Wednesday's hearing looked at the September 2008 Lehman bankruptcy, where regulators say they lacked authority to intervene and could not find a buyer, and Wachovia's government-brokered sale that began later that month.

Former Lehman Chief Executive Dick Fuld will testify later on Wednesday that regulators did not grant Lehman Brothers the same assistance as its competitors, knocking out the possibility of an orderly unwinding of the firm that could have avoided aggravating the financial crisis.

Thursday's session features Fed Chairman Ben Bernanke and Federal Deposit Insurance Corp Chairman Sheila Bair.

The Fed gets greater powers to regulate systemically important financial institutions under the new law, while the FDIC is the agency that would liquidate a firm.

The 10-member, congressionally-appointed commission is due to issue its report on the causes of the crisis by December 15.

Lehman's collapse was preceded by the government takeover of housing finance giants Fannie Mae and Freddie Mac. It was followed days later by extraordinary government aid to American International Group as credit markets froze with fear.

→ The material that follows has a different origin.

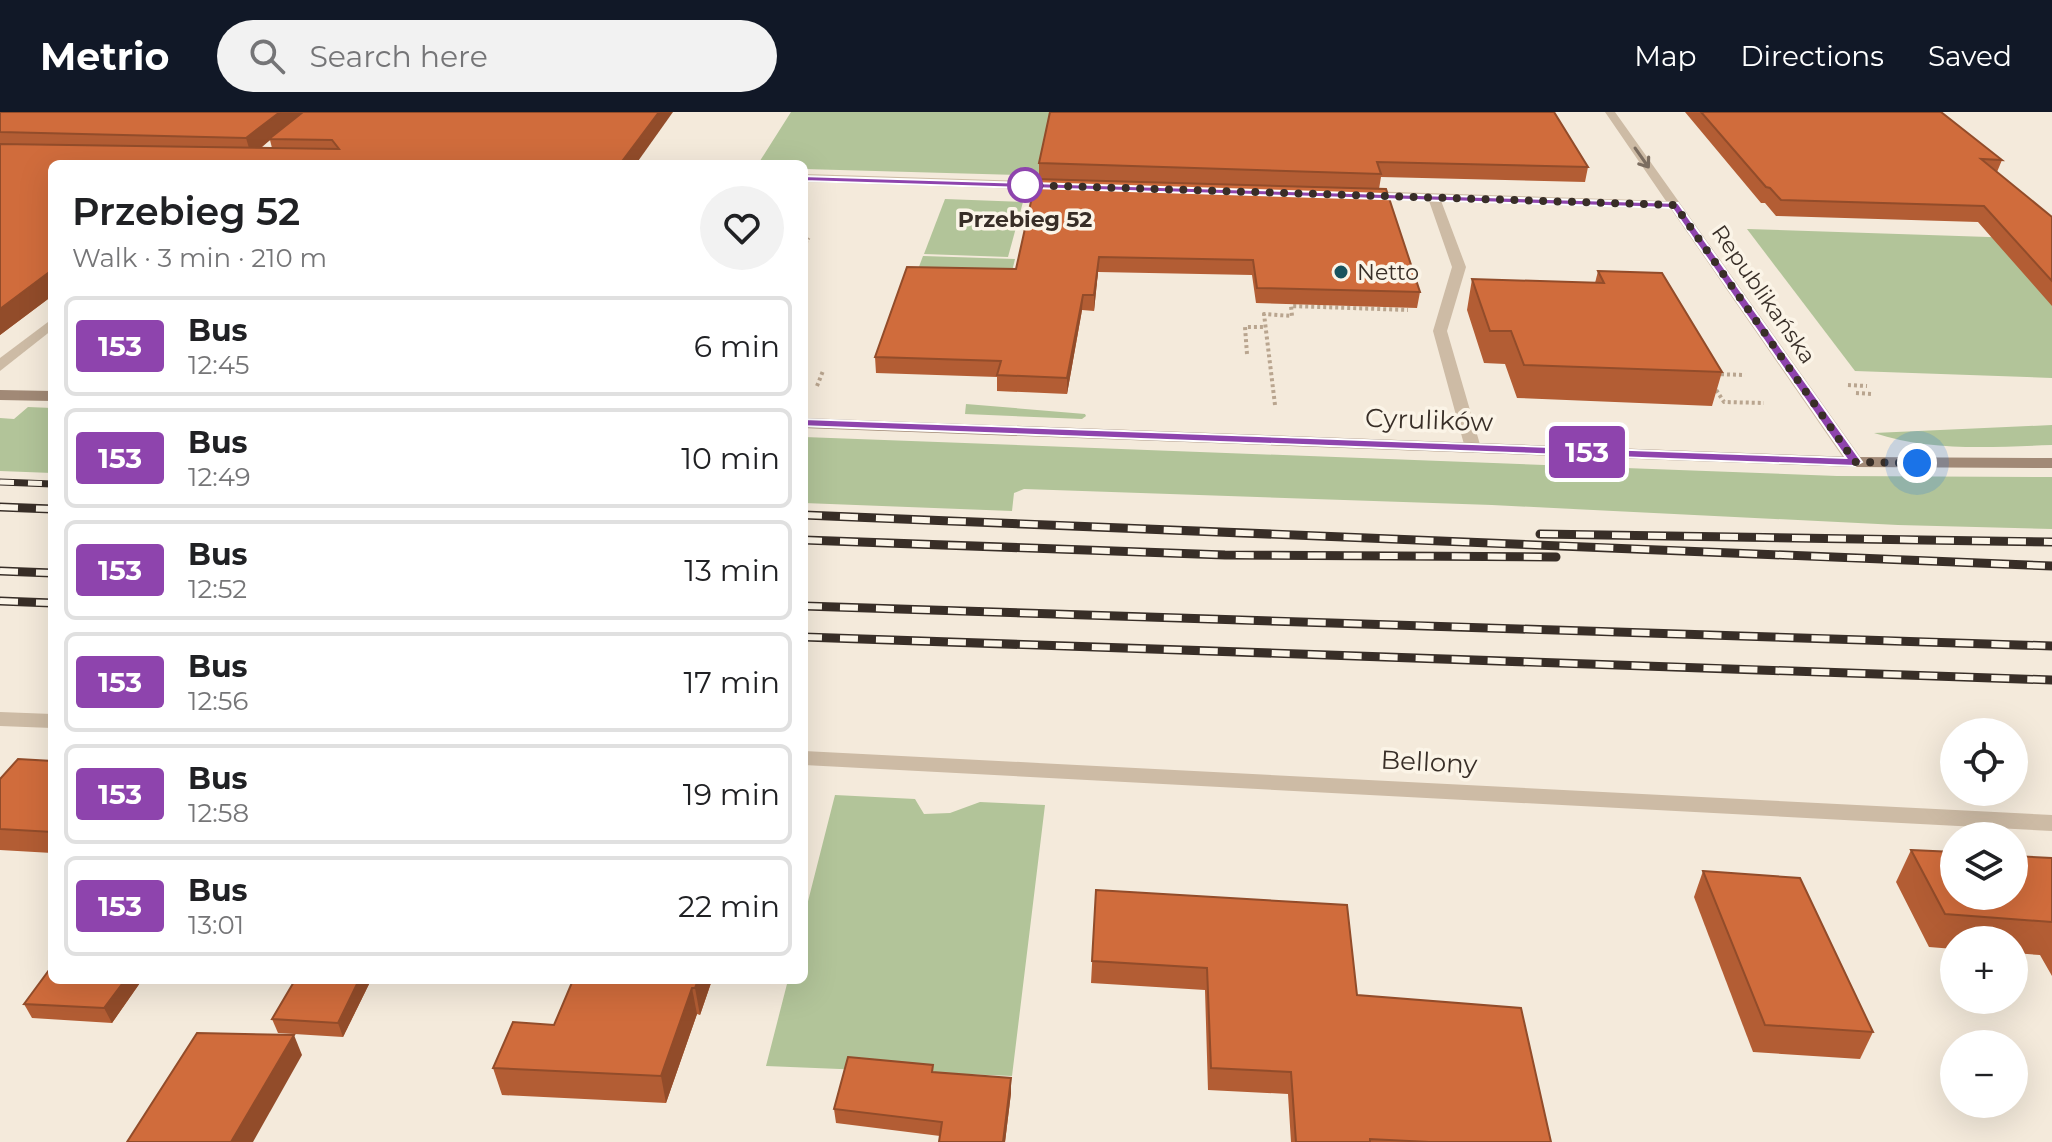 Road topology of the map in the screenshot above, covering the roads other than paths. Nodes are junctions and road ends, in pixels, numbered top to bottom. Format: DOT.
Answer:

Wachovia, burdened with souring mortgages, also found itself unable to raise capital and was bought by Wells Fargo, which beat out a Citigroup bid that would have required government assistance. The FDIC played a major role in that deal, with Bair reaching out to executives in after-hour phone calls.

September of 2008 will likely be remembered as an epochal period in the history of American finance, Thomas Baxter, general counsel for the New York Fed, wrote in prepared remarks. He is scheduled to testify later on Wednesday.


Baxter defended the New York Fed's actions with respect to Lehman, saying it worked hard with the U.S. Treasury and other regulators to try to save it.

We did not succeed, but the effort made was serious and determined. We came very close, he said in written testimony.

In the end, Lehman was sentenced to bankruptcy when no buyer for the firm emerged from a series of high pressure meetings at the New York Fed on the weekend of September 14-15. No government assistance was offered.

Baxter hailed Dodd-Frank provisions aimed at forcing systemically important firms like Lehman to have more capital and liquidity, adding that this was precisely the type of medicine that Lehman needed.

But Harvey Miller, an attorney for Weil, Gotshal and Manges LLP, which represented Lehman in its final days, painted a different picture, saying that Fed and Treasury officials never explained their decision not to aid Lehman.

Miller said the government missed an opportunity to save billions of dollars in lost value when it opted against a government supported wind-down. This may have cost $40 billion to $50 billion up front, but it would have averted $700 billion in market losses in the first week after Lehman's bankruptcy.

The damages and harm precipitated by the Lehman bankruptcy could have been substantially reduced by innovative actions of the government. Instead, the government miscalculated and the financial system was pushed to the brink of collapse, he said, echoing statements by former Treasury Secretary Henry Paulson.

Fuld, who has testified multiple times in Washington since the firm's collapse, again said in his written testimony that the government could have acted sooner to defuse the crisis of confidence that led to the storied investment bank's downfall.